Так я и ехал, зажатый со всех сторон телами, пока нас не выгрузили под Берлином. Эшелон встречал гитлерюгенд. Как сейчас помню: стоят мальчики в черных шортах и коричневых рубашках и орут во все горло: “Славяне будут в этом мире рабами арийцев...” Каждый мальчишка старался, как мог: кто камнем запустит, кто тухлым яйцом, а кто и палкой благословит...

Работа была по отсыпке гравия на железной дороге, а в бараке — вавилонское столпотворение тел на клоповых матрацах. Потом нас перебросили под Гамбург. Там грыжу себе нажил. В штутгартском арбайтлагере я, можно сказать, уже отдавал концы. (Такое со мной было, пожалуй, только в Норильске.) Разгружал известь из вагонов, а из еды — жидкая баланда да булка хлеба из жмыха на пятерых голодных мужиков. Чувствую: хана! От известковой пыли дышать нечем, глаза на лоб лезут, внутри все окаменело, и язык не слушается. Зачем жить? Отец в одном лагере, я — в другом. Бог, наверное, помог. И еще помог бауэр Антон Старц из селения Деванген земли Баден-Вюртемберг. Царство ему небесное!

— Расскажи подробнее, как ты к нему попал и почему он выбрал именно тебя?

— Помогли хорошие люди из земляков-украинцев, сказали по секрету: утром в лагерь приедут бауэры из окрестных деревень набирать себе рабсилу. Понравишься — возьмут. Я так волновался, что даже заснуть не мог. Понимал, что это последний шанс, чтобы выжить...

Привели нас на какой-то хоздвор, а там базарная суета. Прямо как в “Хижине дяди Тома”, помнишь? Ходят дюжие работорговцы и, засучив рукава, щупают грудь, мускулы наших мужиков, чуть ли не в рот заглядывают. А я был такой тощий, что ко мне ни один хозяин не сунулся. На кой им такой кнехт, еще загнется раньше времени! Короче говоря, всех разобрали, и остался я один-одинешенек; охранник собирается отвести меня в зону.

И тут заскакивает какой-то человек в картузе, опоздал, судя по всему, глядит — никого, кроме меня, нет. Посмотрел на мои деревянные башмаки, обошел кругом и рукой махнул: ладно, говорит, пошли! Оформили меня в конторе; оставил я там свои отпечатки пальцев, расписался, что если убегу от хозяина, то немедленно попаду в концлагерь, а то и под расстрел.

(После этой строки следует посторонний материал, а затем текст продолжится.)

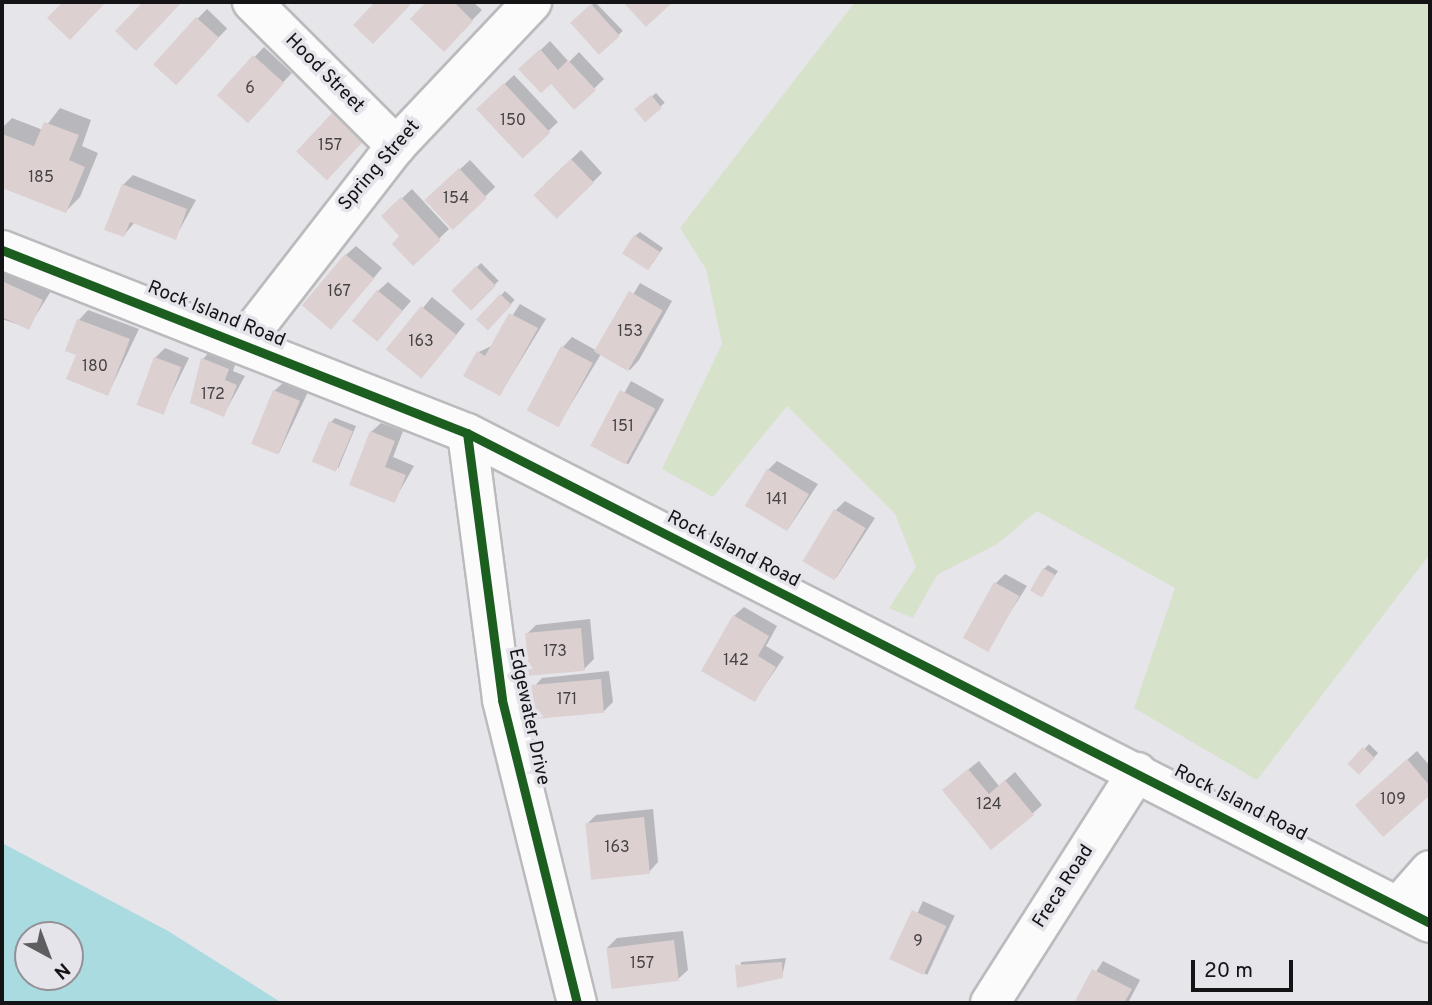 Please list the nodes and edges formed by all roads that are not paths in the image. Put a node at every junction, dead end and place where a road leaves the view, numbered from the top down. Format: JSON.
{"nodes":[{"id":1,"x":253,"y":2,"type":"edge"},
{"id":2,"x":532,"y":2,"type":"edge"},
{"id":3,"x":396,"y":146,"type":"junction"},
{"id":4,"x":2,"y":250,"type":"edge"},
{"id":5,"x":243,"y":343,"type":"junction"},
{"id":6,"x":467,"y":433,"type":"junction"},
{"id":7,"x":1138,"y":772,"type":"junction"},
{"id":8,"x":1430,"y":870,"type":"edge"},
{"id":9,"x":1415,"y":914,"type":"edge"},
{"id":10,"x":577,"y":1003,"type":"edge"},
{"id":11,"x":990,"y":1003,"type":"edge"}],
"edges":[{"from":1,"to":3,"type":"street","name":"Hood Street"},
{"from":2,"to":3,"type":"street","name":"Spring Street"},
{"from":3,"to":5,"type":"street","name":"Spring Street"},
{"from":4,"to":5,"type":"street","name":"Rock Island Road"},
{"from":5,"to":6,"type":"street","name":"Rock Island Road"},
{"from":6,"to":7,"type":"street","name":"Rock Island Road"},
{"from":6,"to":10,"type":"street","name":"Edgewater Drive"},
{"from":7,"to":9,"type":"street","name":"Rock Island Road"},
{"from":7,"to":11,"type":"street","name":"Freca Road"},
{"from":8,"to":9,"type":"street"}]}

Едем. У хозяина Антона Старца подвода с углем и две пары коров, запряженные цугом. Бауэр все пытается меня разговорить, но ничего у него не получается. Он и так и эдак — а я глух-нем, как рыба. (Чего ты хочешь, у меня образования неполных семь классов!) Едем. А местность, где предстоит пребывать в рабстве, мне все больше и больше нравится. Представь себе: округлые, пологие холмы чередуются с ухоженными долинами. Вдоль обочины дороги — фруктовые деревья, за ними — пшеничные и ячменные поля, влажные пастбища, уходящие за горизонт, а еще дальше — синие предгорья Швейцарских Альп. И среди этой идиллии притулились на склонах и в низинах крытые черепицей средневековые селения земли Баден-Вюртемберг, которая граничит с Францией. Вот такая была география, где мне предстояло жить.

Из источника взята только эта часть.